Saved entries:
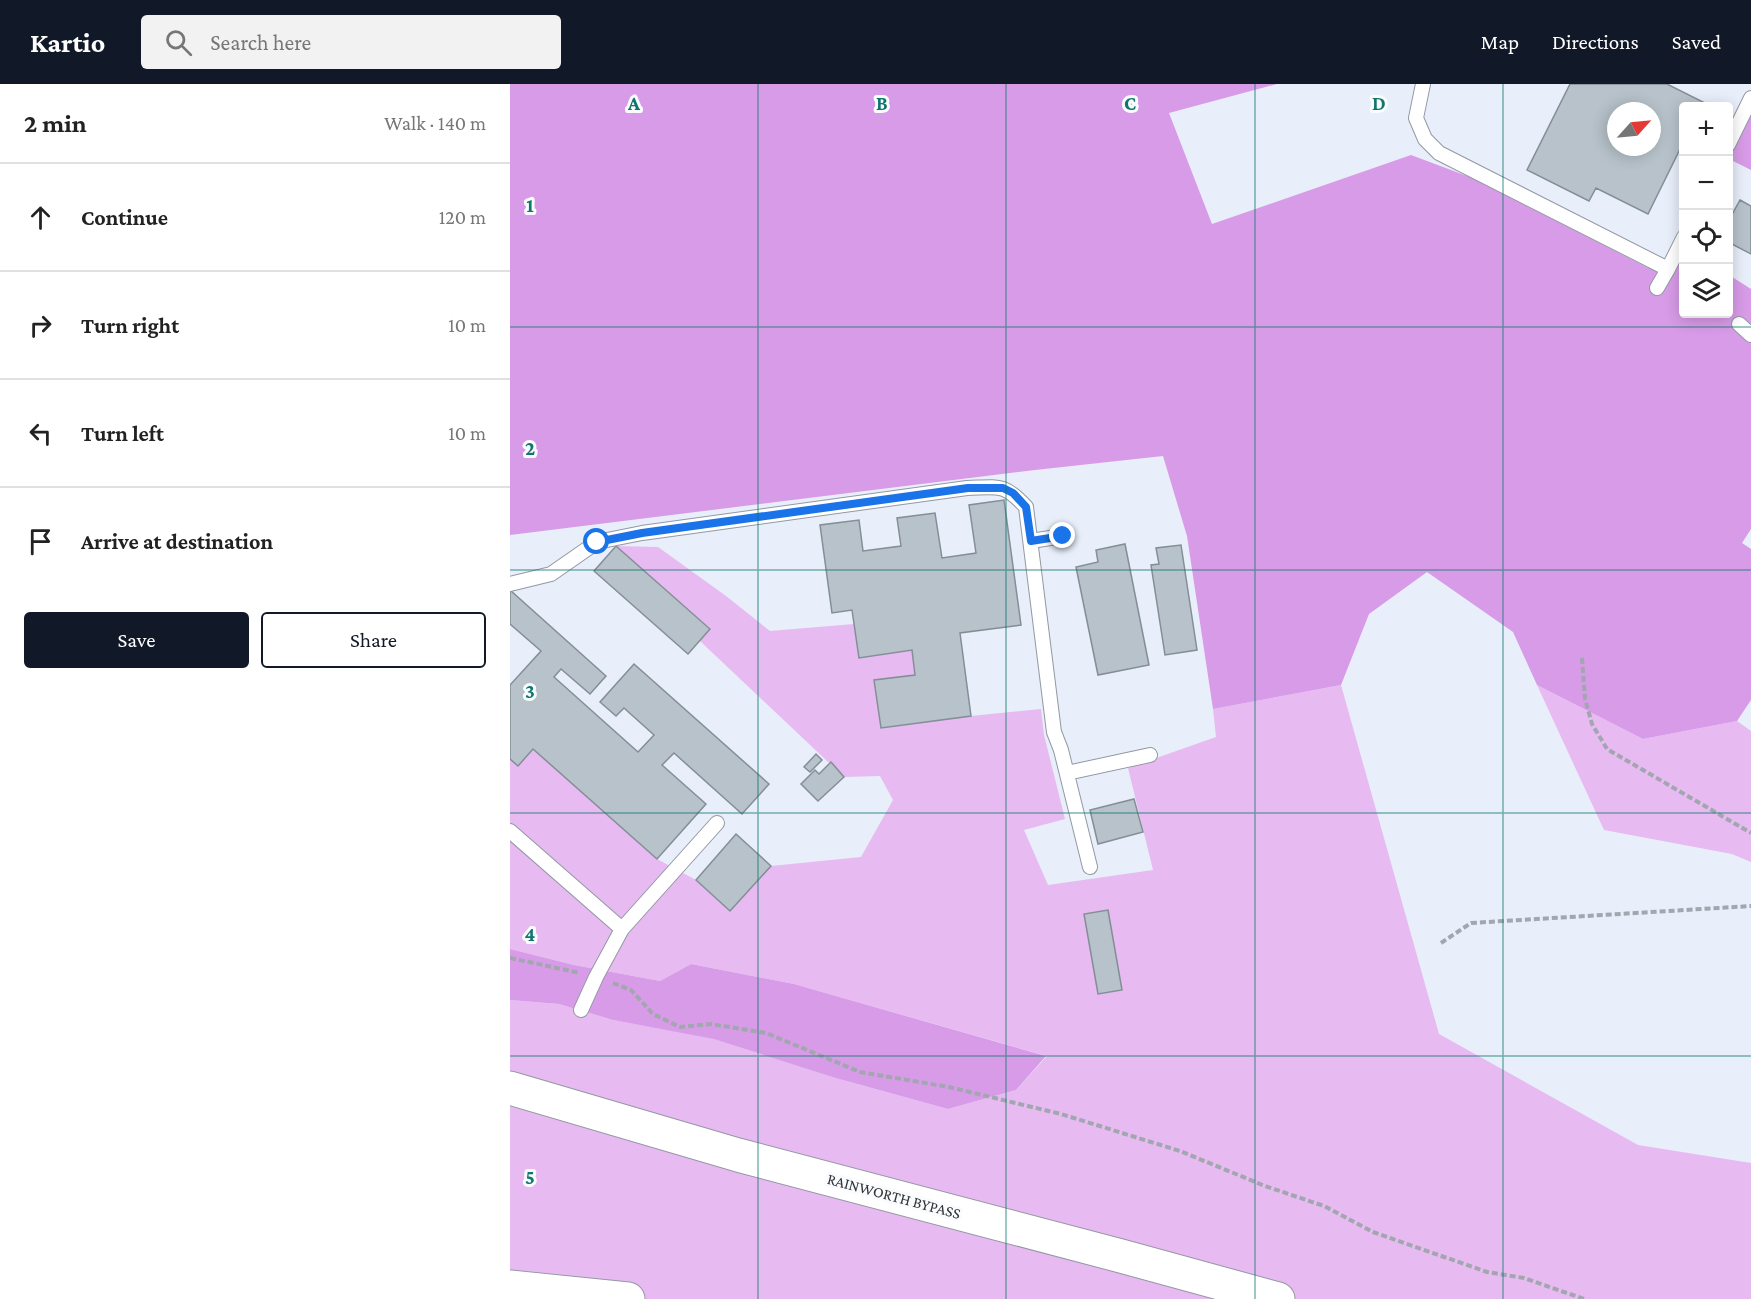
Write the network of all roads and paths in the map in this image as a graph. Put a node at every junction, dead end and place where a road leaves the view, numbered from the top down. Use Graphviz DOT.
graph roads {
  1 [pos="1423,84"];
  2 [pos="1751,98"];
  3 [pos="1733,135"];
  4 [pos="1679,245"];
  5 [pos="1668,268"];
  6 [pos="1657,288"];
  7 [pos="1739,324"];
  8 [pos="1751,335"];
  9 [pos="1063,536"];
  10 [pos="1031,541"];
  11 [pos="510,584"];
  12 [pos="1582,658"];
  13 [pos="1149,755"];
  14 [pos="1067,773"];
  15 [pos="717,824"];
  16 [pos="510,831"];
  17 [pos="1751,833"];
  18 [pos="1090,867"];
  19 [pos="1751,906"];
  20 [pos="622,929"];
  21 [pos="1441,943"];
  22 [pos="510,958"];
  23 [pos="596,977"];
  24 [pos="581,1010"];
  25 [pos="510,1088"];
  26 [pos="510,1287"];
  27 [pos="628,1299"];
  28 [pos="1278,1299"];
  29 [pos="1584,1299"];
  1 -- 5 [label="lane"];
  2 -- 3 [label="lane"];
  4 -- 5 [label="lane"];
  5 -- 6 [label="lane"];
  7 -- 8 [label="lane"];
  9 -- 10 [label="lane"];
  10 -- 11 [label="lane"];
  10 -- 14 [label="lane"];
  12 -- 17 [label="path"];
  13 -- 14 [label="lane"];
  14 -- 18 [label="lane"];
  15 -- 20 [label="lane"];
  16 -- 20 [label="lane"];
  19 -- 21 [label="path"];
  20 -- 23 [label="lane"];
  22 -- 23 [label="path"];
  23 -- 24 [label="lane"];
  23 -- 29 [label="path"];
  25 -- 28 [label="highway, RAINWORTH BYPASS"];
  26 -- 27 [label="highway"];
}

...

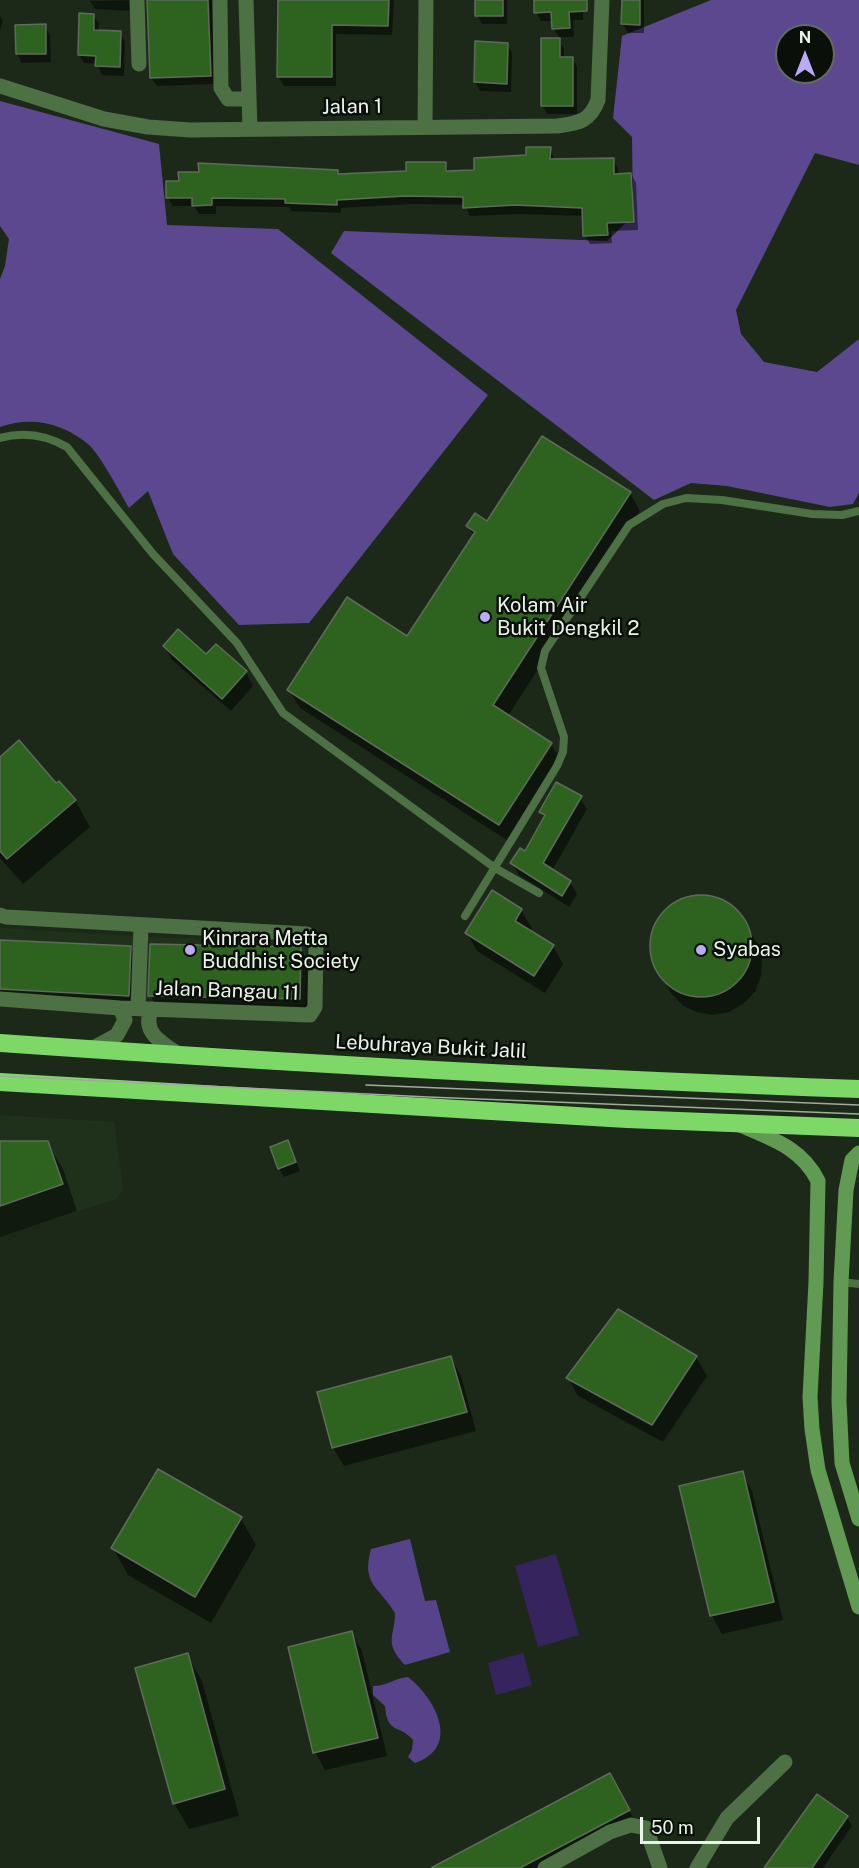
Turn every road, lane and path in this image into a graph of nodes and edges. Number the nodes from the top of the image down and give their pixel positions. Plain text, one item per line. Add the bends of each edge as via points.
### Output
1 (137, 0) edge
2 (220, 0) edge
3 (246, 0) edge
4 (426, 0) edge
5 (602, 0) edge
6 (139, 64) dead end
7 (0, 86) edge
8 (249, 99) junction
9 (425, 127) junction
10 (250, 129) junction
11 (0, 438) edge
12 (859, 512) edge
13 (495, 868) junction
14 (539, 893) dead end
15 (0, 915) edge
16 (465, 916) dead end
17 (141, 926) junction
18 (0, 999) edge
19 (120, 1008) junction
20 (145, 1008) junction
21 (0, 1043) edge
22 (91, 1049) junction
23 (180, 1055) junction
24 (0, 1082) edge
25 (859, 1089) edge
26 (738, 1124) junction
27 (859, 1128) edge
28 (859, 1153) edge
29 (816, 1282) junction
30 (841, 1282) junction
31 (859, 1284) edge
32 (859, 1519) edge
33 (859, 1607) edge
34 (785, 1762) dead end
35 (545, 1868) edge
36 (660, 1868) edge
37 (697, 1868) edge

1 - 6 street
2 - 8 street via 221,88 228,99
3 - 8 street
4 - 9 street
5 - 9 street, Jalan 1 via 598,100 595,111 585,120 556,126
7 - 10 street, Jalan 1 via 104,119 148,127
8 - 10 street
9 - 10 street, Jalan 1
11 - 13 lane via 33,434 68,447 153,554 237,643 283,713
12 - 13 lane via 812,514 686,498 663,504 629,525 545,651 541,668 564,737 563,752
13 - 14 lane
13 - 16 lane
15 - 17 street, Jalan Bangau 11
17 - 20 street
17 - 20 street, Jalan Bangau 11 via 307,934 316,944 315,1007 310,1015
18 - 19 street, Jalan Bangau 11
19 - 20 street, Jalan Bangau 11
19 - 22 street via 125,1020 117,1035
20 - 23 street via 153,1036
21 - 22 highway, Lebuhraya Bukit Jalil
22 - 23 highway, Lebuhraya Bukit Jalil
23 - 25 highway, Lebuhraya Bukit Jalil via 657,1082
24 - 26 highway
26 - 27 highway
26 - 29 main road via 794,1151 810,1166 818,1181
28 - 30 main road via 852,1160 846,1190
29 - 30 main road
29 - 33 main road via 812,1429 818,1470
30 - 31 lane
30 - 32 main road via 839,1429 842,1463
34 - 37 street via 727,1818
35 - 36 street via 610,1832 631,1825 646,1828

YOUR OBJECTIVE
Each line above that contains the word "every" must be copied.

EXERCISE OUTPUT
Write the network of all roads and paths in the map in this image as a graph. Put a node at every junction, dead end and place where a road leaves the view, numbered from the top down. Use Graphviz DOT.
Turn every road, lane and path in this image into a graph of nodes and edges. Number the nodes from the top of the image down and give their pixel positions. Plain text, one item per line. Add the bends of each edge as via points.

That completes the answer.